▸ WORK TO COMPLETE:
Using the records that follow, work out how many lines hold the string "dead" and provide that number only.

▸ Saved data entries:
◆ ◆ ◆ ◆ ◆
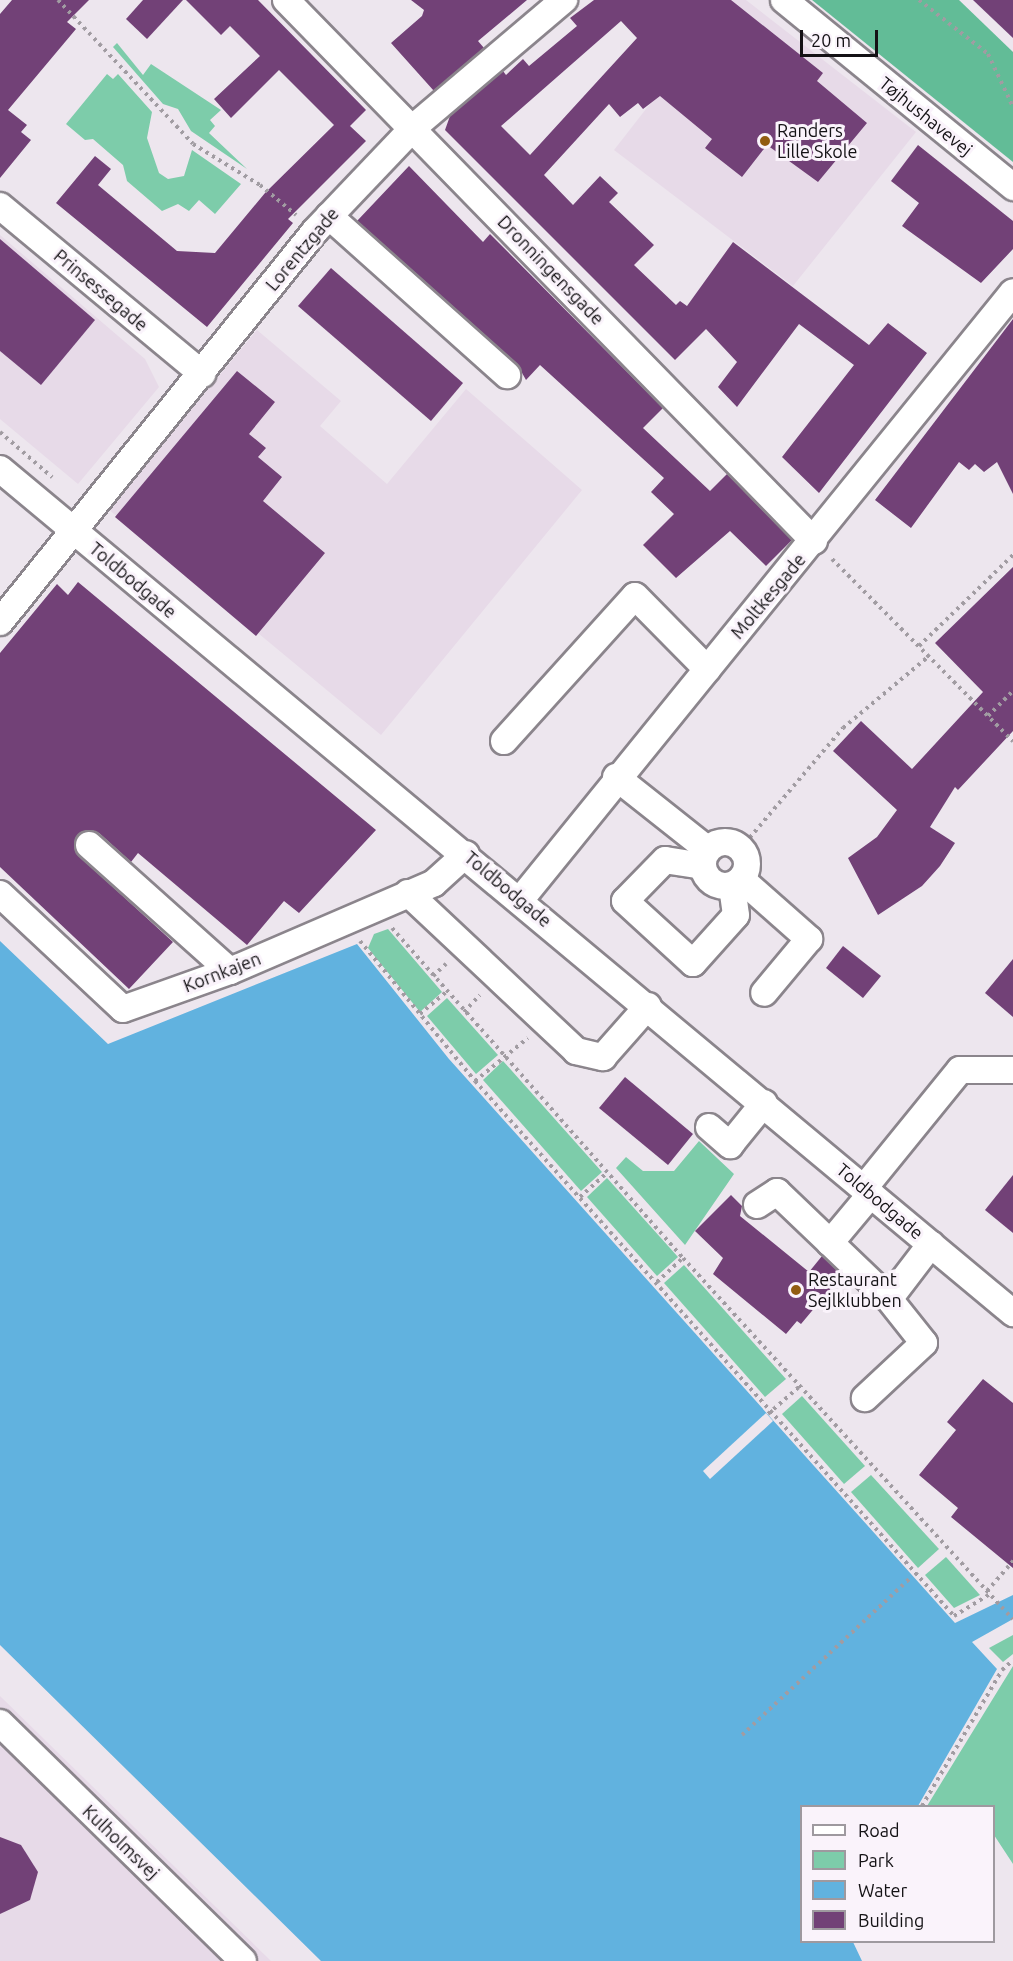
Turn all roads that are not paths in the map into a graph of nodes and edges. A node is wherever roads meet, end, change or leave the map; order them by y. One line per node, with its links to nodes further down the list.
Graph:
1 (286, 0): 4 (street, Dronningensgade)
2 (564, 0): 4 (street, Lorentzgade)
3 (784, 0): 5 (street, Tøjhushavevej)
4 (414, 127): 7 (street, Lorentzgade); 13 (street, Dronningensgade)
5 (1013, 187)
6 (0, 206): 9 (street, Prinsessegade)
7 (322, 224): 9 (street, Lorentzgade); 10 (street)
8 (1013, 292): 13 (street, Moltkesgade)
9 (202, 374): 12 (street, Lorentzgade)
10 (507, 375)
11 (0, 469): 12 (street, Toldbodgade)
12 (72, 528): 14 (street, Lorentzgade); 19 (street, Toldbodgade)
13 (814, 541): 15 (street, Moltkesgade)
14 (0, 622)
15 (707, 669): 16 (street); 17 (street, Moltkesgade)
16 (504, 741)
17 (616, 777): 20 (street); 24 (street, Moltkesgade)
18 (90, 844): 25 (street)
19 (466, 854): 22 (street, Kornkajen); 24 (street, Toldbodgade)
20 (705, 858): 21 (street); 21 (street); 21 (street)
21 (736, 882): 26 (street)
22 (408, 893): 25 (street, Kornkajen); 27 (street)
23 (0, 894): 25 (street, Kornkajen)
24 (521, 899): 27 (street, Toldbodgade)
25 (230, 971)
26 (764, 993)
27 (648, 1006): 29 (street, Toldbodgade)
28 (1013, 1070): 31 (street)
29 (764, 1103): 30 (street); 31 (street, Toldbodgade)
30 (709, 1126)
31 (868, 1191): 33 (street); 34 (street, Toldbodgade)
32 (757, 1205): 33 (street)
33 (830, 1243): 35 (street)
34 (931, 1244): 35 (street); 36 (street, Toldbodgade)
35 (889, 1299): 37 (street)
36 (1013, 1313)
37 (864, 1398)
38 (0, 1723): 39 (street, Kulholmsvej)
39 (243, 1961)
◆ ◆ ◆ ◆ ◆
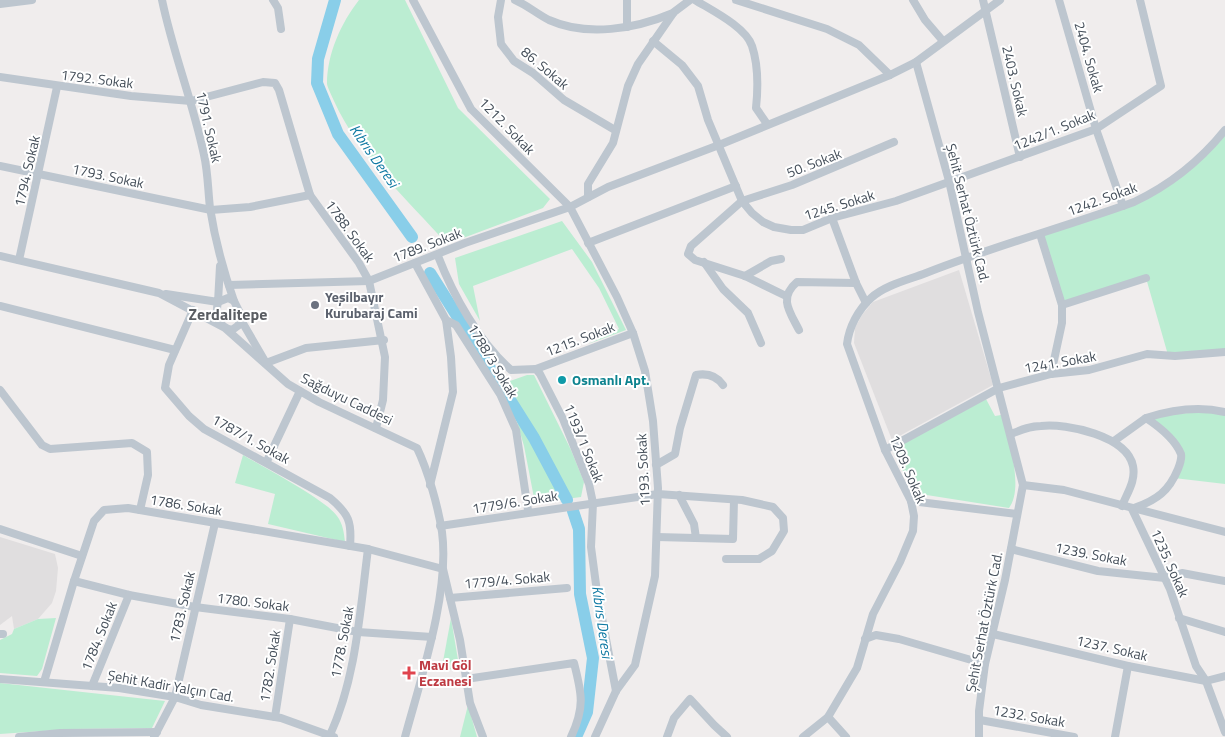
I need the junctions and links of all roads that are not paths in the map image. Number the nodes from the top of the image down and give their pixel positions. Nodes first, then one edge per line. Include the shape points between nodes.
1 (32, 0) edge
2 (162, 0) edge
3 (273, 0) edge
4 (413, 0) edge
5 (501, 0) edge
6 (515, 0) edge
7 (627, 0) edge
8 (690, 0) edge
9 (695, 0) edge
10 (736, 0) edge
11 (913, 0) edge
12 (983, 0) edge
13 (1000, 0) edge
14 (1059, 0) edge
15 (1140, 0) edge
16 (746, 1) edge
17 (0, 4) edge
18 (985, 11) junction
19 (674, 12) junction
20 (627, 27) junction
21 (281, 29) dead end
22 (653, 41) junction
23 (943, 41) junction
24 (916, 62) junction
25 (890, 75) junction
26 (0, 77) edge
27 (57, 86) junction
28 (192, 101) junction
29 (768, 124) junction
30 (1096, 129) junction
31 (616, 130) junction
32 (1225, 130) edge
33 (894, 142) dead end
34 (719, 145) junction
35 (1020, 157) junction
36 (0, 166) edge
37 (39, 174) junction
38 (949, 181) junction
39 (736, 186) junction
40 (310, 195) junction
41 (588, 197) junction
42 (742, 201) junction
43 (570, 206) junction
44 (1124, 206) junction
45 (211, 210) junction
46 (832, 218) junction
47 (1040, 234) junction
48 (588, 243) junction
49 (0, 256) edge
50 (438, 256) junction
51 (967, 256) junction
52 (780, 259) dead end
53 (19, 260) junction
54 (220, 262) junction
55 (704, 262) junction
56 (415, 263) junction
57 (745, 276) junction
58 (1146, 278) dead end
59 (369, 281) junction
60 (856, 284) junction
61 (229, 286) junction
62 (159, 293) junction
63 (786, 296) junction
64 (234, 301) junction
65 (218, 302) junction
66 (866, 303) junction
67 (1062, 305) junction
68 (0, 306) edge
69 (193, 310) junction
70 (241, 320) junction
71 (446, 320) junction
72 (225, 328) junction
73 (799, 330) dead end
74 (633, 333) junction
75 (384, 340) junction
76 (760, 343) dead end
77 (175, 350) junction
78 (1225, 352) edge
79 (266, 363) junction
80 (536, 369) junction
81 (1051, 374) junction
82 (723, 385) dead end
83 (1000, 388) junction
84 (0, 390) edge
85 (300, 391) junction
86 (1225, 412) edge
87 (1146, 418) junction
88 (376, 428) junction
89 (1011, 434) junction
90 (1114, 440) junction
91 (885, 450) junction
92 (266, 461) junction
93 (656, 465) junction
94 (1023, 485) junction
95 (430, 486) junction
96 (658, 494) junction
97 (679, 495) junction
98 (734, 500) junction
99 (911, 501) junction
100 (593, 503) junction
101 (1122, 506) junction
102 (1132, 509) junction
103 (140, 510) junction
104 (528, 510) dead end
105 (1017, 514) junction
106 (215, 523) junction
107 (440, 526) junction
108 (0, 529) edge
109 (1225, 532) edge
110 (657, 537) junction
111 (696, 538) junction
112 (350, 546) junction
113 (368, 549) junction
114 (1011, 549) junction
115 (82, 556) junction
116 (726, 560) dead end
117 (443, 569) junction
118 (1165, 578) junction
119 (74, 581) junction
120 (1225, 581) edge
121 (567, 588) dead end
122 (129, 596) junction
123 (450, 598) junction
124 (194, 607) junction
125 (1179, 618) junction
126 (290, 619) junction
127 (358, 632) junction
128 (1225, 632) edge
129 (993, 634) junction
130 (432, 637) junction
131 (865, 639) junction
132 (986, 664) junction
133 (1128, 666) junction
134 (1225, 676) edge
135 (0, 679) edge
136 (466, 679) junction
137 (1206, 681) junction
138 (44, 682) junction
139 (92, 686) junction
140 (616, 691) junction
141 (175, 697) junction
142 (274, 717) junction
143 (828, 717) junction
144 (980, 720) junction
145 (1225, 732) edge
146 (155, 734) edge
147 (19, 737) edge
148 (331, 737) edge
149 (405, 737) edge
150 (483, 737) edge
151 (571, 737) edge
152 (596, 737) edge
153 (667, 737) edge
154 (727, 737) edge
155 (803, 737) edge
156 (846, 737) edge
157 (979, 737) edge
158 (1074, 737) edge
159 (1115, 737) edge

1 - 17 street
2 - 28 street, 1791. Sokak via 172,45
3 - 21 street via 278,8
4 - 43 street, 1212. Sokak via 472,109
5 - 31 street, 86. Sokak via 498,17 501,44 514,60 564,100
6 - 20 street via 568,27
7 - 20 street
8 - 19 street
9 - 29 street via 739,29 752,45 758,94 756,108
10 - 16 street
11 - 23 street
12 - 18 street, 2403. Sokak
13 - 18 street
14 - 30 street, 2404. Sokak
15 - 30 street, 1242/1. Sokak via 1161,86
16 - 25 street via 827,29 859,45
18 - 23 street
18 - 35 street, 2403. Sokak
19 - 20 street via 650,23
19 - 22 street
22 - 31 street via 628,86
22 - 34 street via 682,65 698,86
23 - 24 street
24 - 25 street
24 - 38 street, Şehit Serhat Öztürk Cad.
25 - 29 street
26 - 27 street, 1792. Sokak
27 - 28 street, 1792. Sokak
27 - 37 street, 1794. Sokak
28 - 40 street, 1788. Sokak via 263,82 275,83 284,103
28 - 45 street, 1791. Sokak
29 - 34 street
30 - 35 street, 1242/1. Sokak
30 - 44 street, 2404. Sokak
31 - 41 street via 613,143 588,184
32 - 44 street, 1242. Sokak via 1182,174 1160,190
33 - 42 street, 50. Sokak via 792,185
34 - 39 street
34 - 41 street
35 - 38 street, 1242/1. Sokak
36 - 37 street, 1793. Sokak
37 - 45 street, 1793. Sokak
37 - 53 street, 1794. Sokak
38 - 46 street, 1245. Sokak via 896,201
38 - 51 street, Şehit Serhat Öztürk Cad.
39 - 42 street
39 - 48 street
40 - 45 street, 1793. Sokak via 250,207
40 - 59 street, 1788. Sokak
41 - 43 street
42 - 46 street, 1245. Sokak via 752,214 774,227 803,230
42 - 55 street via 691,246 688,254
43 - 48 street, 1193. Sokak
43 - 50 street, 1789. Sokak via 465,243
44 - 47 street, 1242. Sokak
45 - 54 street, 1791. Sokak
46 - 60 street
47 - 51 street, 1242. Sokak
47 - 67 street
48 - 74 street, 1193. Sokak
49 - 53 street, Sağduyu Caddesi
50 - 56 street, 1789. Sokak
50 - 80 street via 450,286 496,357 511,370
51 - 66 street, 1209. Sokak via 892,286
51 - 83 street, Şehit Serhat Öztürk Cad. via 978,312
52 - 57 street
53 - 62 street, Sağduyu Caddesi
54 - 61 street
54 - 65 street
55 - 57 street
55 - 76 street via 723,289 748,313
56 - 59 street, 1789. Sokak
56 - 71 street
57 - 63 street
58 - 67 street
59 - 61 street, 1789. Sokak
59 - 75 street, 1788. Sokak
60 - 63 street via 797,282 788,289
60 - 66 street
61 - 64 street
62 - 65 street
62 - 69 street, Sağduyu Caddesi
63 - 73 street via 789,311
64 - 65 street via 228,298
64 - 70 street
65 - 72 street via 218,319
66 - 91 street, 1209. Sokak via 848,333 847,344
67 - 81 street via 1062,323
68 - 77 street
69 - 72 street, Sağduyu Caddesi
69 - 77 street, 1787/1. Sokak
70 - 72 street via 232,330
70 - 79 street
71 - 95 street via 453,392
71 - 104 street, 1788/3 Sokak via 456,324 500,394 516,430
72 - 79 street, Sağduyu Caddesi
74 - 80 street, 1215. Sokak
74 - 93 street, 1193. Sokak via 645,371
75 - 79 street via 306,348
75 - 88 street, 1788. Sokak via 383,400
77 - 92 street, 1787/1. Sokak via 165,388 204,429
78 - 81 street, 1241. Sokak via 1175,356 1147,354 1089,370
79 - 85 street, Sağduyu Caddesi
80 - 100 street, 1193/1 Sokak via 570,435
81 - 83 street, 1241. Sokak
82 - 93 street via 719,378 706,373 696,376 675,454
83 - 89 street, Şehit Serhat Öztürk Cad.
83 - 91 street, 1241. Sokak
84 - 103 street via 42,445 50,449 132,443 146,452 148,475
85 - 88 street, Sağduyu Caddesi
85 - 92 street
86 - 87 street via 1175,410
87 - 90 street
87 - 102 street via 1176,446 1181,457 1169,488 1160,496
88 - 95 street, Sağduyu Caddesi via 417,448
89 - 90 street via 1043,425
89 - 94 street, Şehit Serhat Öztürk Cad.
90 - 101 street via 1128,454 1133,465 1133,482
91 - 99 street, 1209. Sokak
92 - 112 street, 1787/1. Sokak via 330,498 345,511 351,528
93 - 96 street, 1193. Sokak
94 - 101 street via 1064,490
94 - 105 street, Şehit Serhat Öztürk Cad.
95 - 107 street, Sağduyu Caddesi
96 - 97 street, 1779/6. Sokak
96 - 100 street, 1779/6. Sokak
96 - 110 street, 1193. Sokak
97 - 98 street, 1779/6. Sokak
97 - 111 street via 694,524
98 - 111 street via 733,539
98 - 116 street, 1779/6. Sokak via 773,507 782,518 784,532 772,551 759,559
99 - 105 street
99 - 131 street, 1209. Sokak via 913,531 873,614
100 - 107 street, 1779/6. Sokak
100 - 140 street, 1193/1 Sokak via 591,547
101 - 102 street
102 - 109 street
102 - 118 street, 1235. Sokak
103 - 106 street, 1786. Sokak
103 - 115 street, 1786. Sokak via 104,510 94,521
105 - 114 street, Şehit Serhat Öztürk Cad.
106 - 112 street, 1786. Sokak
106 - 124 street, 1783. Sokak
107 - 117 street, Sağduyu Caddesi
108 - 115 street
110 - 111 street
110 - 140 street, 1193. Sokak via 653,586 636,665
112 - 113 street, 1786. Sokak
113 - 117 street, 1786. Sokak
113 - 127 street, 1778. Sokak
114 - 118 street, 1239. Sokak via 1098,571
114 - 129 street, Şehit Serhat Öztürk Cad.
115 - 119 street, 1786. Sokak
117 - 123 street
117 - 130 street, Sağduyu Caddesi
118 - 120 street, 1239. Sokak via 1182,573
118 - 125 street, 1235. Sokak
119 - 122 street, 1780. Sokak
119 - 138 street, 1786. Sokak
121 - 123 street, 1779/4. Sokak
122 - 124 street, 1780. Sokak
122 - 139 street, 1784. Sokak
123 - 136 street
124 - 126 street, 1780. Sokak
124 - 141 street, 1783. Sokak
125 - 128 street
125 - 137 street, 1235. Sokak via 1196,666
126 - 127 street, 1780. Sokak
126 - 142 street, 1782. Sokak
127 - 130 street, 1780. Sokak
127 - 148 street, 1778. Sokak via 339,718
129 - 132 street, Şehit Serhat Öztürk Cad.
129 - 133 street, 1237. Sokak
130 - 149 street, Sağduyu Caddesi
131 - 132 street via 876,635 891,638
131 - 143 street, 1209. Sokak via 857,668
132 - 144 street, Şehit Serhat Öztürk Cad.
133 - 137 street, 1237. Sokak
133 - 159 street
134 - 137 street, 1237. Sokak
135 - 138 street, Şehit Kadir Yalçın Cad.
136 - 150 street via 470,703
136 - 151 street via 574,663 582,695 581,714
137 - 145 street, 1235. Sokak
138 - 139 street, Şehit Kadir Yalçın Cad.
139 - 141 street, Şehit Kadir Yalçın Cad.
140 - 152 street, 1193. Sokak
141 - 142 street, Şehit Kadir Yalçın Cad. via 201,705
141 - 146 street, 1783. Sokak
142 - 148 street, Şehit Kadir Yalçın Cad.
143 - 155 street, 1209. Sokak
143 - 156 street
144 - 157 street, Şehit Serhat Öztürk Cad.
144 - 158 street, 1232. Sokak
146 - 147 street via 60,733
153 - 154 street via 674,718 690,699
◆ ◆ ◆ ◆ ◆
▸ ANSWER SPACE:
10